Depuis janvier, Israël contraint de plus en plus de sympathisants de la Palestine à de longues heures derrière les barreaux ou à d’humiliants départs forcés
Pam Bailey, directrice du projet « We Are Not Numbers© », a rencontré certains des jeunes auteurs palestiniens qu’elle accompagne en avril 2016. Suite à son expulsion d’Israël, elle pourrait ne plus jamais les revoir (Photo gracieusement offerte par Pam Bailey)

NGO Monitor est une organisation d’extrême-droite étroitement liée au gouvernement israélien qui a publié de violentes attaques contre des groupes tels que Jewish Voice for Peace, Amnesty International, B’Tselem et Breaking The Silence. Elle a récemment publié ce qu’elle présente comme une fiche d’information sur l’« abus de visas touristiques par des militants radicaux d’ONG qui militent pour le mouvement BDS et la guerre politique ».

Le document commence par l’affirmation suivante : « les militants d’ONG ont systématiquement obtenu des visas touristiques pour entrer en Israël sous de faux prétextes et se sont ensuite employés à attaquer et à faire obstacle à l’Armée de défense d’Israël et au personnel chargé de la sécurité, à organiser et à prendre part à de violentes manifestations, à contacter des organisations terroristes, à promouvoir le mouvement BDS et la diabolisation, et à s’engager dans d’autres activités incohérentes avec le statut de touriste ».

Lorsque je suis arrivée à l’aéroport Ben Gourion avec ma lettre d’invitation et mon numéro de permis en main, on a pris mes empreintes digitales et on m’a photographiée

Le document donne ensuite une liste de plusieurs individus à qui l’entrée en Israël a été refusée suite à l’annonce faite courant août par le ministre de la Sécurité publique, Gilad Erdan, de la création d’un groupe de travail gouvernemental destiné à « empêcher les militants du mouvement BDS (boycott, désinvestissement et sanctions) de continuer à exploiter les visas touristiques et à expulser les militants entrés illégalement dans le pays ».

Je figurais sur cette liste.

Cependant, je ne suis pas arrivée en Israël à la recherche d’un visa touristique à exploiter. (Et, d’ailleurs, bien que je soutienne ouvertement le mouvement BDS, je n’ai jamais attaqué le personnel de l’Armée de défense d’Israël, organisé ou pris part à de violentes manifestations, ni contacté des « terroristes »).
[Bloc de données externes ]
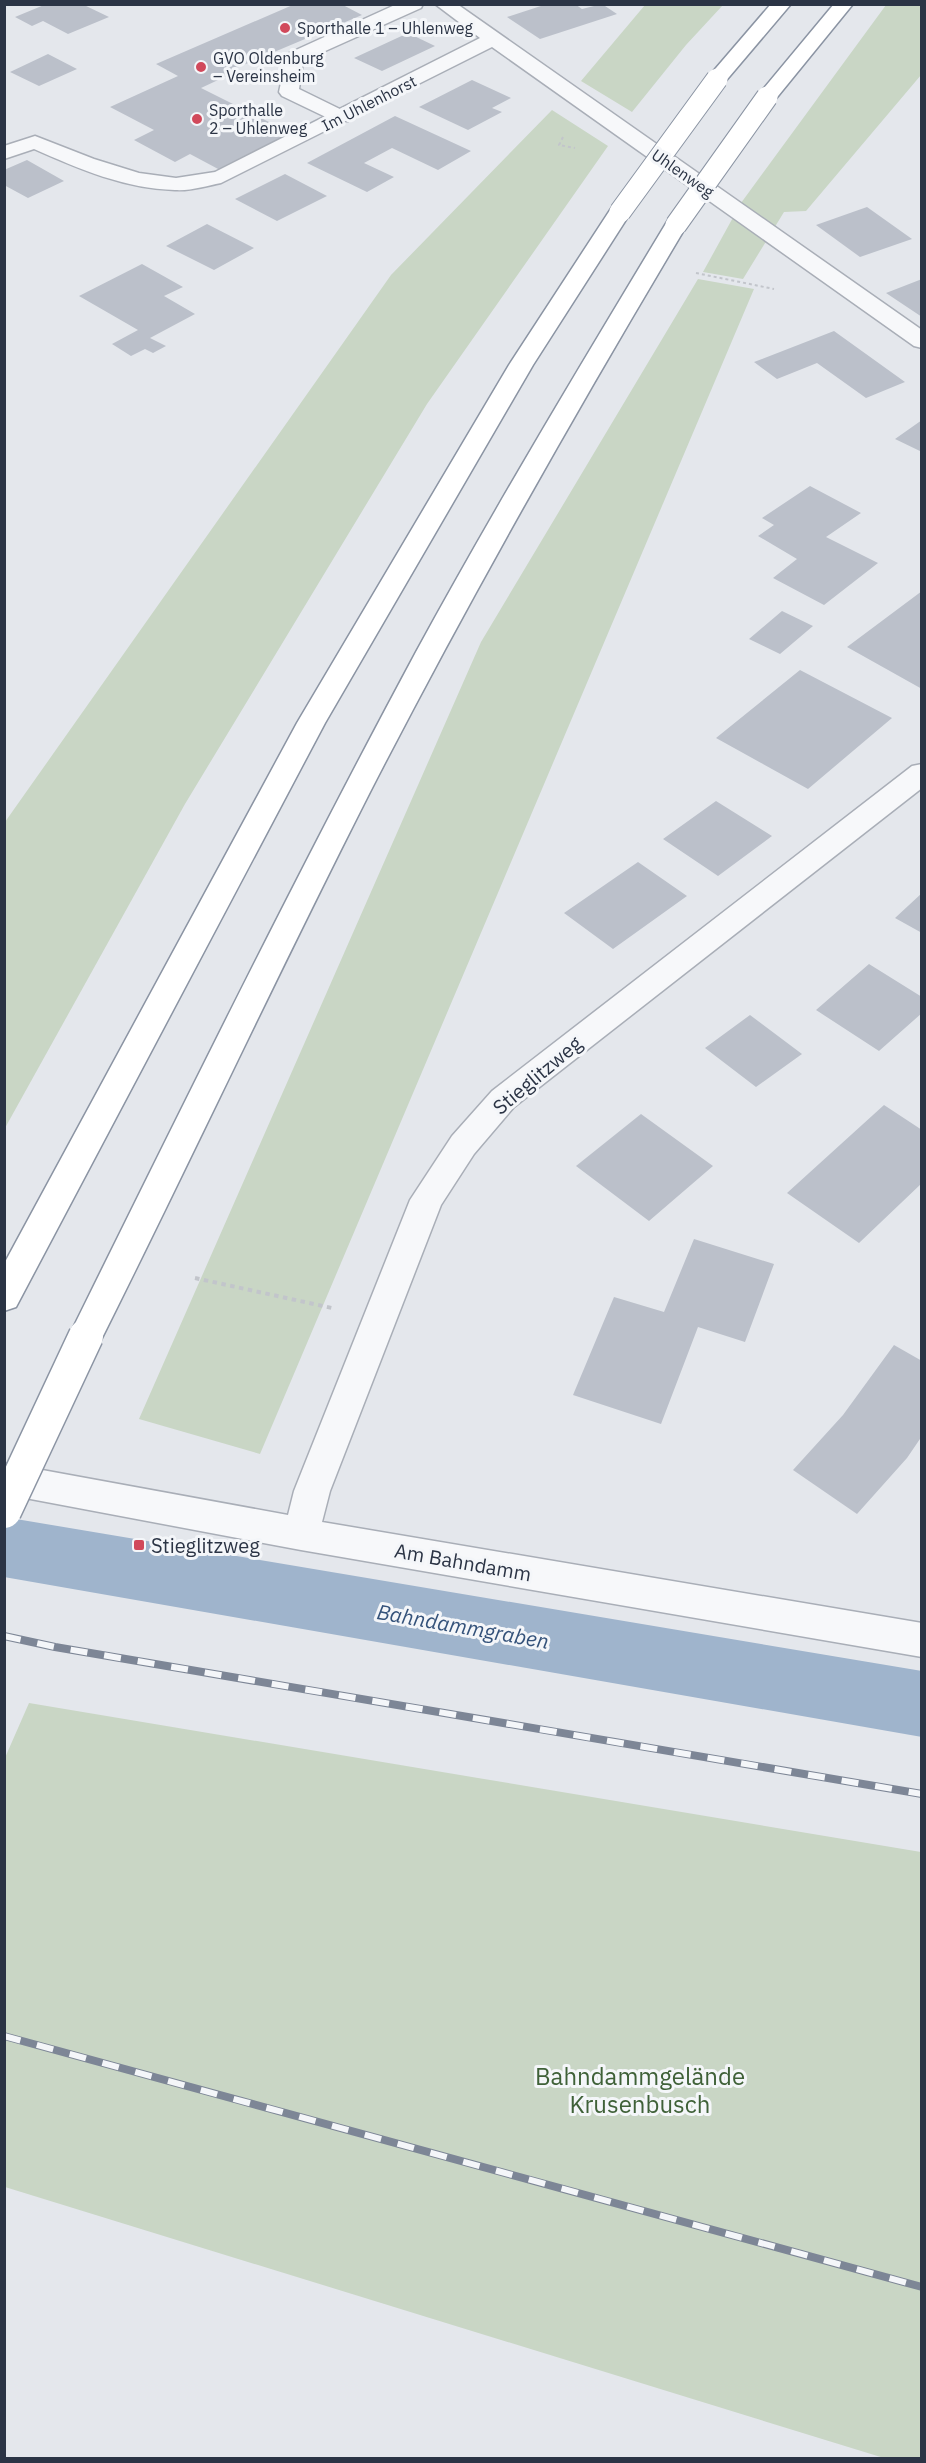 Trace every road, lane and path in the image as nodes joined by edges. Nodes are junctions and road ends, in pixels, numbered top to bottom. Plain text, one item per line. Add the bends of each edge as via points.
1 (414, 4) edge
2 (444, 4) edge
3 (782, 4) edge
4 (844, 4) edge
5 (493, 39) junction
6 (341, 117) junction
7 (559, 145) dead end
8 (573, 147) dead end
9 (4, 153) edge
10 (695, 273) dead end
11 (784, 291) dead end
12 (921, 341) edge
13 (921, 773) edge
14 (195, 1278) dead end
15 (4, 1297) edge
16 (344, 1310) dead end
17 (4, 1478) edge
18 (4, 1511) edge
19 (301, 1534) junction
20 (921, 1640) edge

1 - 6 street via 294,58 289,92
2 - 5 street, Uhlenweg
3 - 15 highway, bridge via 717,79 620,212 515,375 311,723
4 - 18 highway, bridge via 767,97 676,225 577,388 398,712 256,988
5 - 6 street, Im Uhlenhorst
5 - 12 street, Uhlenweg
6 - 9 street, Im Uhlenhorst via 221,177 178,184 135,179 35,142
7 - 8 path
10 - 11 path
13 - 19 street, Stieglitzweg via 503,1099 463,1145 426,1200 312,1491
14 - 16 path
17 - 19 street, Am Bahndamm
19 - 20 street, Am Bahndamm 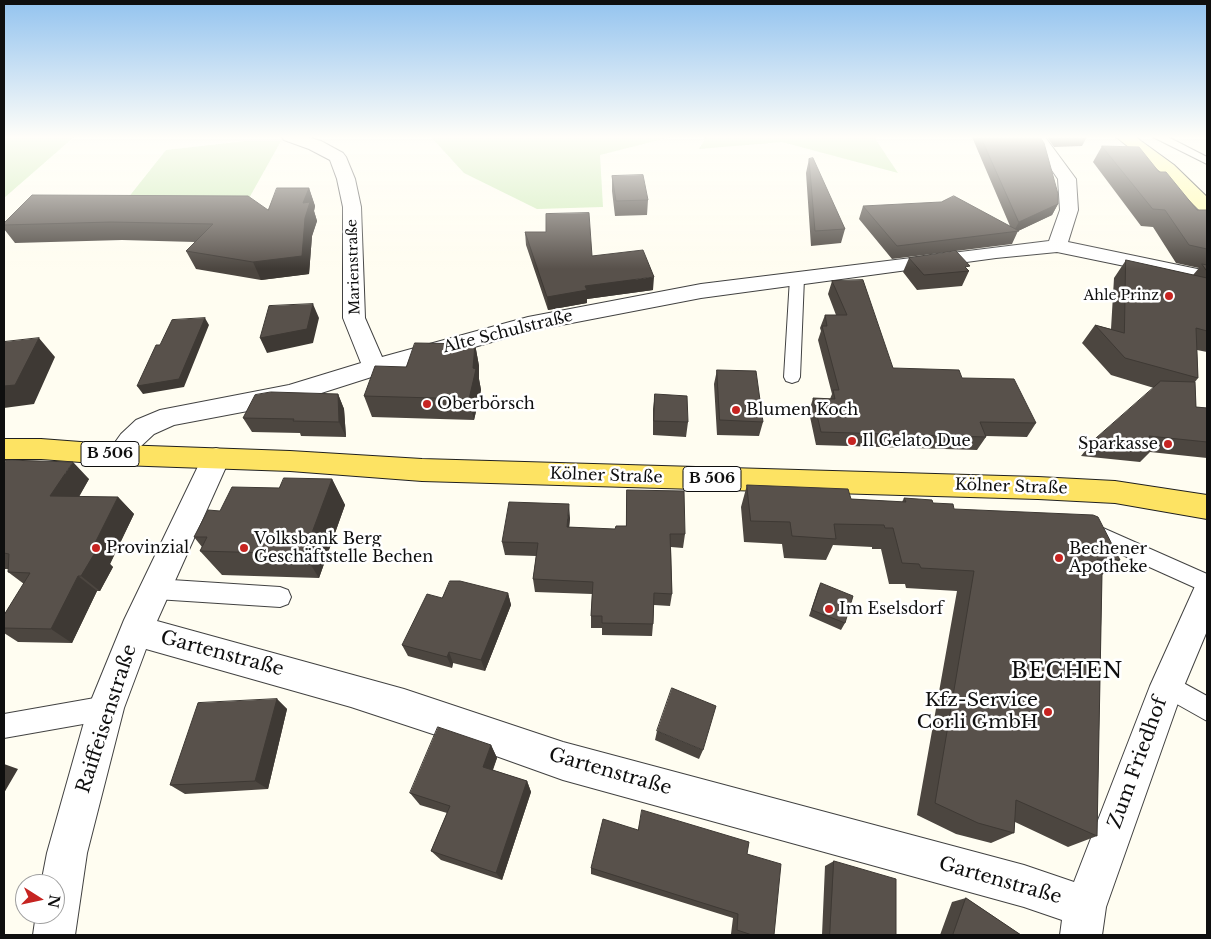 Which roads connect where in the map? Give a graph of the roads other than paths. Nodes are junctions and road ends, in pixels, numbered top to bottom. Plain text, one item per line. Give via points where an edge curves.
1 (346, 181) edge
2 (1067, 181) edge
3 (1181, 181) edge
4 (1207, 207) edge
5 (1058, 246) junction
6 (1207, 277) edge
7 (797, 278) junction
8 (375, 366) junction
9 (792, 377) dead end
10 (4, 449) edge
11 (120, 455) junction
12 (216, 458) junction
13 (1207, 507) edge
14 (1103, 537) edge
15 (1207, 584) edge
16 (156, 589) junction
17 (1207, 594) edge
18 (280, 597) dead end
19 (136, 631) junction
20 (1167, 686) junction
21 (106, 708) junction
22 (1207, 709) edge
23 (4, 726) edge
24 (1083, 921) edge
25 (54, 935) edge

1 - 8 street, Marienstraße via 352,208 354,318
2 - 5 street via 1069,210
3 - 4 main road
5 - 6 street, Alte Schulstraße
5 - 7 street, Alte Schulstraße
7 - 8 street, Alte Schulstraße via 692,292 538,322
7 - 9 lane
8 - 11 street, Alte Schulstraße via 290,394 169,417 145,427
10 - 11 main road, Kölner Straße / B 506
11 - 12 main road, Kölner Straße / B 506
12 - 13 main road, Kölner Straße / B 506 via 422,470 1038,488 1115,492
12 - 16 street, Raiffeisenstraße
14 - 15 lane
16 - 18 lane
16 - 19 street, Raiffeisenstraße
17 - 20 street, Zum Friedhof
19 - 21 street, Raiffeisenstraße
19 - 24 street, Gartenstraße via 319,680 505,739 563,761 1024,886
20 - 22 lane
20 - 24 street, Zum Friedhof
21 - 23 lane
21 - 25 street, Raiffeisenstraße via 67,853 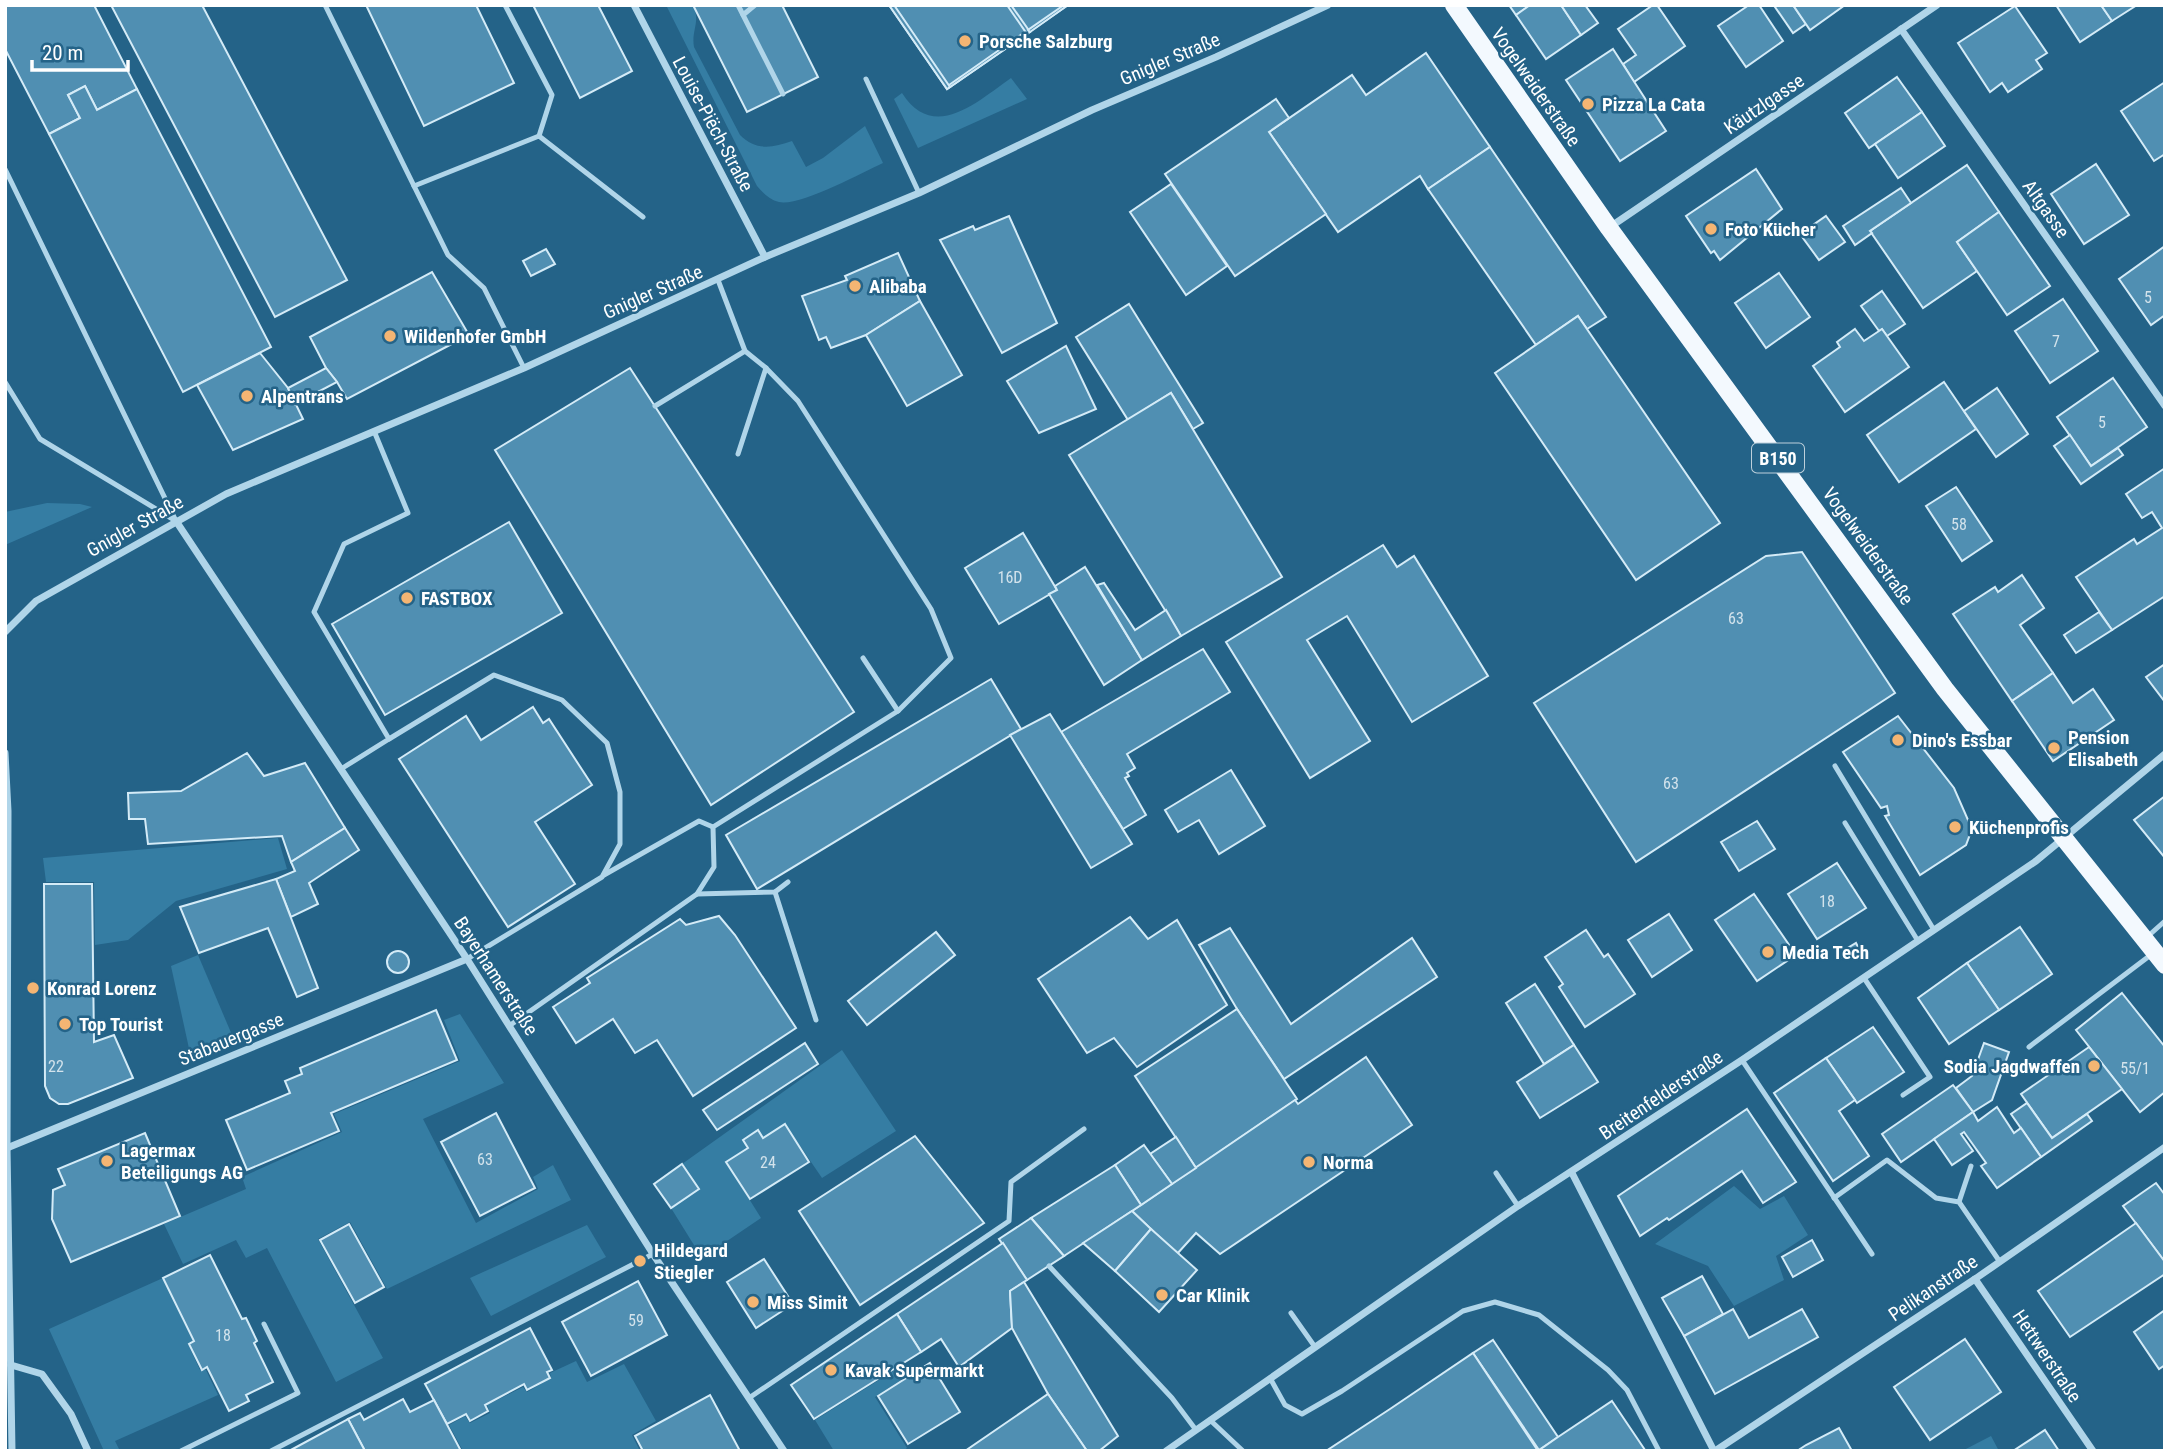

Au contraire, j’avais reçu – de la part de l’agence israélienne compétente – une autorisation d’entrer dans la bande de Gaza où une ONG suédoise m’envoyait pour participer à la mise en œuvre d’un programme en faveur des femmes. Je suis par ailleurs la secrétaire internationale de l’Observatoire euro-méditerranéen des droits de l’homme et la directrice de « We Are Not Numbers » qui se concentrent tous deux sur Gaza, comme l’a fait remarquer NGO Monitor.

Pourtant, lorsque je suis arrivée à l’aéroport Ben Gourion avec ma lettre d’invitation et mon numéro de permis en main, on a pris mes empreintes digitales, on m’a photographiée, emprisonnée pendant douze heures, renvoyée aux États-Unis et informée que je ne pourrai pas revenir pendant dix ans.

Cela semble dramatique – mais c’est plus ou moins le même scénario qui s’est joué de nombreuses fois depuis janvier de cette année.

De plus en plus de militants sont mis en détention et expulsés dès leur arrivée et sont condamnés à une interdiction de séjour de dix ans sur les territoires palestiniens par les autorités israéliennes (Photo gracieusement offerte par Pam Bailey)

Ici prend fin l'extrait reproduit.